Senior debt is basically regarded as the most serious kind of debt that there is, at least from the viewpoint of the borrower, that is. To understand the concept of senior debt more thoroughly, let us first nail down the definition of senior debt.
Senior Debt According to IPIN Global, the definition of senior debt is simply money owed that possesses a greater priority than other forms of unsecured debt that is still outstanding from an issuer. This is, of course, the definition of senior debtin terms that are related purely to finance. This kind of debt comes with a higher sense of significance in the capital structure of an issuer than just subordinated debt. Senior debt frequently will be secured or even backed up by collateral that a lender has established. In most situations, this refers to all of the assets of any given entity, and it is usually utilized for credit lines that are revolving.
It is a type of corporate debt that demands priority with respect to both principal as well as interest over other types of debt and even over other kinds of equity stemming from the same issuer. If an issuer should face bankruptcy all of a sudden, the senior debt has got to be repaid first, prior to any of the creditors receive their payments.
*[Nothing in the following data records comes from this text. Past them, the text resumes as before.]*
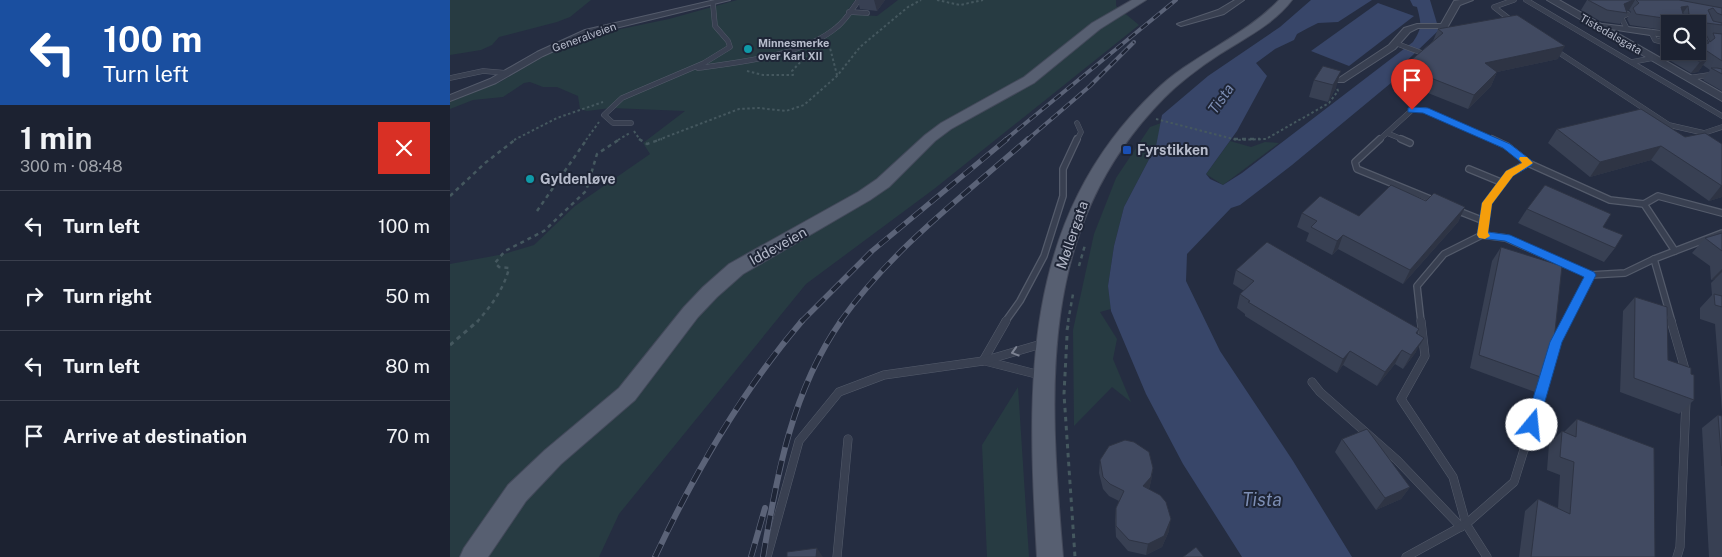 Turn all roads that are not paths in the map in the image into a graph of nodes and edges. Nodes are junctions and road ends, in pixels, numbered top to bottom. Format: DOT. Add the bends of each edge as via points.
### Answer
graph roads {
  1 [pos="726,0"];
  2 [pos="859,0"];
  3 [pos="1140,0"];
  4 [pos="1240,0"];
  5 [pos="1286,0"];
  6 [pos="1469,0"];
  7 [pos="1514,0"];
  8 [pos="1526,0"];
  9 [pos="1557,0"];
  10 [pos="713,4"];
  11 [pos="849,12"];
  12 [pos="867,13"];
  13 [pos="1628,14"];
  14 [pos="1182,24"];
  15 [pos="1516,24"];
  16 [pos="1597,25"];
  17 [pos="1627,29"];
  18 [pos="1650,32"];
  19 [pos="1661,34"];
  20 [pos="1661,42"];
  21 [pos="1399,45"];
  22 [pos="1548,45"];
  23 [pos="1422,53"];
  24 [pos="1653,58"];
  25 [pos="1632,62"];
  26 [pos="692,68"];
  27 [pos="1702,69"];
  28 [pos="508,73"];
  29 [pos="450,78"];
  30 [pos="1687,78"];
  31 [pos="1341,80"];
  32 [pos="1720,80"];
  33 [pos="1719,94"];
  34 [pos="450,98"];
  35 [pos="1722,116"];
  36 [pos="631,123"];
  37 [pos="1077,123"];
  38 [pos="1722,127"];
  39 [pos="1386,133"];
  40 [pos="1410,143"];
  41 [pos="1528,163"];
  42 [pos="1469,169"];
  43 [pos="1503,183"];
  44 [pos="1439,203"];
  45 [pos="1644,204"];
  46 [pos="1448,206"];
  47 [pos="1722,213"];
  48 [pos="1484,222"];
  49 [pos="1722,233"];
  50 [pos="1482,235"];
  51 [pos="1675,251"];
  52 [pos="1654,259"];
  53 [pos="1590,275"];
  54 [pos="1046,343"];
  55 [pos="983,361"];
  56 [pos="1043,376"];
  57 [pos="1686,378"];
  58 [pos="1312,382"];
  59 [pos="1686,387"];
  60 [pos="848,439"];
  61 [pos="1464,526"];
  62 [pos="473,557"];
  63 [pos="767,557"];
  64 [pos="837,557"];
  65 [pos="1050,557"];
  66 [pos="1406,557"];
  67 [pos="1487,557"];
  68 [pos="1677,557"];
  1 -- 10 [label="street, Generalveien"];
  2 -- 11 [label="lane"];
  3 -- 62 [label="main road, Iddeveien" via="1096,26 1029,80 946,126 864,196 736,269 691,312 627,394 516,493"];
  4 -- 14 [label="street" via="1221,12"];
  5 -- 54 [label="main road, Møllergata" via="1258,25 1173,82 1134,121 1108,156 1072,230 1058,277"];
  6 -- 21 [label="street" via="1457,3 1444,26 1417,26 1406,30"];
  7 -- 15 [label="lane" via="1494,6"];
  8 -- 25 [label="lane"];
  9 -- 16 [label="street, Tistedalsgata"];
  10 -- 26 [label="lane" via="715,26 730,46"];
  10 -- 28 [label="street, Generalveien" via="588,32"];
  11 -- 12 [label="lane"];
  11 -- 26 [label="lane" via="832,30 790,49 736,63"];
  13 -- 17 [label="lane" via="1621,17"];
  16 -- 17 [label="street"];
  16 -- 24 [label="street, Tistedalsgata"];
  17 -- 18 [label="street"];
  18 -- 19 [label="street"];
  18 -- 20 [label="lane" via="1655,40"];
  21 -- 23 [label="lane"];
  21 -- 31 [label="street"];
  22 -- 38 [label="lane" via="1669,125 1704,133"];
  24 -- 25 [label="lane"];
  24 -- 30 [label="street, Tistedalsgata"];
  25 -- 35 [label="lane"];
  26 -- 36 [label="lane" via="622,98 604,115 613,123"];
  27 -- 30 [label="lane" via="1707,72"];
  28 -- 29 [label="lane" via="483,71"];
  28 -- 34 [label="street, Generalveien"];
  30 -- 32 [label="lane" via="1709,75"];
  30 -- 33 [label="street, Tistedalsgata"];
  37 -- 55 [label="lane" via="1081,132 1063,170 1063,196 1044,256"];
  39 -- 40 [label="lane"];
  39 -- 41 [label="lane" via="1412,110 1425,110 1507,146"];
  39 -- 44 [label="lane" via="1355,162 1357,169"];
  41 -- 43 [label="lane" via="1510,173"];
  41 -- 45 [label="lane" via="1610,200"];
  42 -- 43 [label="lane"];
  43 -- 48 [label="lane" via="1487,203"];
  45 -- 47 [label="lane" via="1658,196"];
  45 -- 51 [label="lane"];
  46 -- 48 [label="lane"];
  48 -- 50 [label="lane"];
  49 -- 51 [label="lane"];
  50 -- 53 [label="lane" via="1506,238"];
  50 -- 61 [label="lane" via="1444,254 1417,286 1425,356 1401,399 1453,477"];
  51 -- 52 [label="lane"];
  52 -- 53 [label="lane" via="1625,273"];
  52 -- 57 [label="lane"];
  53 -- 61 [label="lane" via="1556,342 1514,482"];
  54 -- 55 [label="lane, one-way"];
  54 -- 56 [label="main road, Møllergata"];
  55 -- 56 [label="lane"];
  55 -- 63 [label="lane" via="884,375 839,392 799,441"];
  56 -- 65 [label="main road, Møllergata"];
  58 -- 61 [label="lane" via="1398,460"];
  59 -- 68 [label="lane"];
  60 -- 64 [label="lane"];
  61 -- 66 [label="lane"];
  61 -- 67 [label="lane"];
} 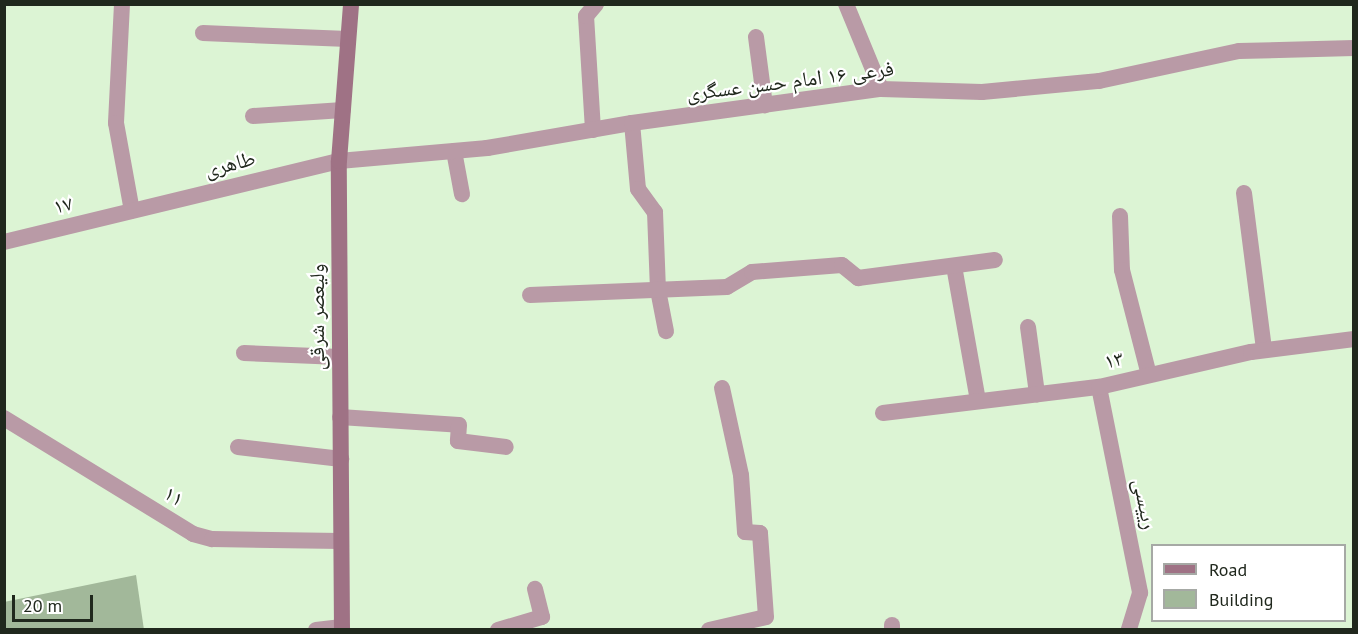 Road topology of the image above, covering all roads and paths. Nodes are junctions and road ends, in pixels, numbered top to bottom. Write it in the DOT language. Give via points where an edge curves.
graph roads {
  1 [pos="122,4"];
  2 [pos="351,4"];
  3 [pos="596,4"];
  4 [pos="846,4"];
  5 [pos="203,33"];
  6 [pos="756,37"];
  7 [pos="348,39"];
  8 [pos="1353,48"];
  9 [pos="881,89"];
  10 [pos="765,105"];
  11 [pos="342,110"];
  12 [pos="253,116"];
  13 [pos="632,123"];
  14 [pos="593,130"];
  15 [pos="454,151"];
  16 [pos="339,161"];
  17 [pos="1244,193"];
  18 [pos="462,194"];
  19 [pos="132,211"];
  20 [pos="1120,216"];
  21 [pos="4,242"];
  22 [pos="995,260"];
  23 [pos="954,266"];
  24 [pos="658,290"];
  25 [pos="530,295"];
  26 [pos="1028,327"];
  27 [pos="666,331"];
  28 [pos="1353,339"];
  29 [pos="1264,350"];
  30 [pos="244,353"];
  31 [pos="340,357"];
  32 [pos="1149,375"];
  33 [pos="1099,387"];
  34 [pos="722,388"];
  35 [pos="1037,394"];
  36 [pos="978,401"];
  37 [pos="883,413"];
  38 [pos="340,417"];
  39 [pos="4,418"];
  40 [pos="238,447"];
  41 [pos="506,447"];
  42 [pos="341,459"];
  43 [pos="341,541"];
  44 [pos="535,589"];
  45 [pos="1146,592"];
  46 [pos="342,628"];
  47 [pos="316,630"];
  48 [pos="498,630"];
  49 [pos="709,630"];
  50 [pos="1129,630"];
  1 -- 19 [label="street" via="116,123"];
  2 -- 7 [label="main road, ولیعصر شرقی"];
  3 -- 14 [label="street" via="586,16"];
  4 -- 9 [label="street"];
  5 -- 7 [label="street"];
  6 -- 10 [label="street"];
  7 -- 11 [label="main road, ولیعصر شرقی"];
  8 -- 9 [label="street, فرعی ۱۶ امام حسن عسگری" via="1239,51 1099,81 982,92"];
  9 -- 10 [label="street, فرعی ۱۶ امام حسن عسگری"];
  10 -- 13 [label="street, فرعی ۱۶ امام حسن عسگری"];
  11 -- 12 [label="street"];
  11 -- 16 [label="main road, ولیعصر شرقی"];
  13 -- 14 [label="street, فرعی ۱۶ امام حسن عسگری"];
  13 -- 24 [label="street" via="638,189 654,212"];
  14 -- 15 [label="street, فرعی ۱۶ امام حسن عسگری"];
  15 -- 16 [label="street, فرعی ۱۶ امام حسن عسگری"];
  15 -- 18 [label="street"];
  16 -- 19 [label="street, طاهری"];
  16 -- 31 [label="main road, ولیعصر شرقی"];
  17 -- 29 [label="street"];
  19 -- 21 [label="street, ۱۷"];
  20 -- 32 [label="street" via="1122,270"];
  22 -- 23 [label="street"];
  23 -- 24 [label="street" via="858,278 842,265 775,270 752,272 727,287"];
  23 -- 36 [label="street"];
  24 -- 25 [label="street"];
  24 -- 27 [label="street"];
  26 -- 35 [label="street"];
  28 -- 29 [label="street, ۱۳"];
  29 -- 32 [label="street, ۱۳"];
  30 -- 31 [label="street"];
  31 -- 38 [label="main road, ولیعصر شرقی"];
  32 -- 33 [label="street, ۱۳"];
  33 -- 35 [label="street, ۱۳"];
  33 -- 45 [label="street, رییسی"];
  34 -- 49 [label="street" via="741,476 745,532 760,533 766,617"];
  35 -- 36 [label="street, ۱۳"];
  36 -- 37 [label="street, ۱۳"];
  38 -- 41 [label="street" via="459,425 458,441"];
  38 -- 42 [label="main road, ولیعصر شرقی"];
  39 -- 43 [label="street, ۱۱" via="193,534 212,539"];
  40 -- 42 [label="street"];
  42 -- 43 [label="main road, ولیعصر شرقی"];
  43 -- 46 [label="main road, ولیعصر شرقی"];
  44 -- 48 [label="street" via="542,617"];
  45 -- 50 [label="street, رییسی"];
  46 -- 47 [label="street"];
}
On the flipside, debts that are regarded as more minor in importance and fail to be paid off the first time around are simply referred to as junior debt. Examples of junior debt can be such things as credit card debt, supplemental loans and even additional kinds of funds from various companies.
There is a great chance that senior debt is going to get repaid even if a company should go bankrupt. For this reason,senior debt is actually regarded as a relatively low risk concept. Consequently, a lender as well as an investor is more motivated to give up cash in order to finance this senior debt. There is also a greater chance that it is obtainable by way of lower interest rates, thus enabling a borrower to secure such a loan with greater ease. The financing of any senior debt may even be put into various categories. Some examples are unsecured versus secured and asset-based versus cash flow.
A senior debt fund is managed differently by differing organizations. For instance, some are going to set aside and then allocate particular resources into a fund for this type of debt. This is fundamentally storing money as well as additional assets that can then be utilized for paying off the debt in the event of either an economic or a financial collapse.
At the same time, a business can capitalize on a senior debt ratings system that is going to automatically line up and then pay off all of the debts within this group. Such an approach to this kind of debt can help a company if it seeks to start up a schedule for making consistent payments.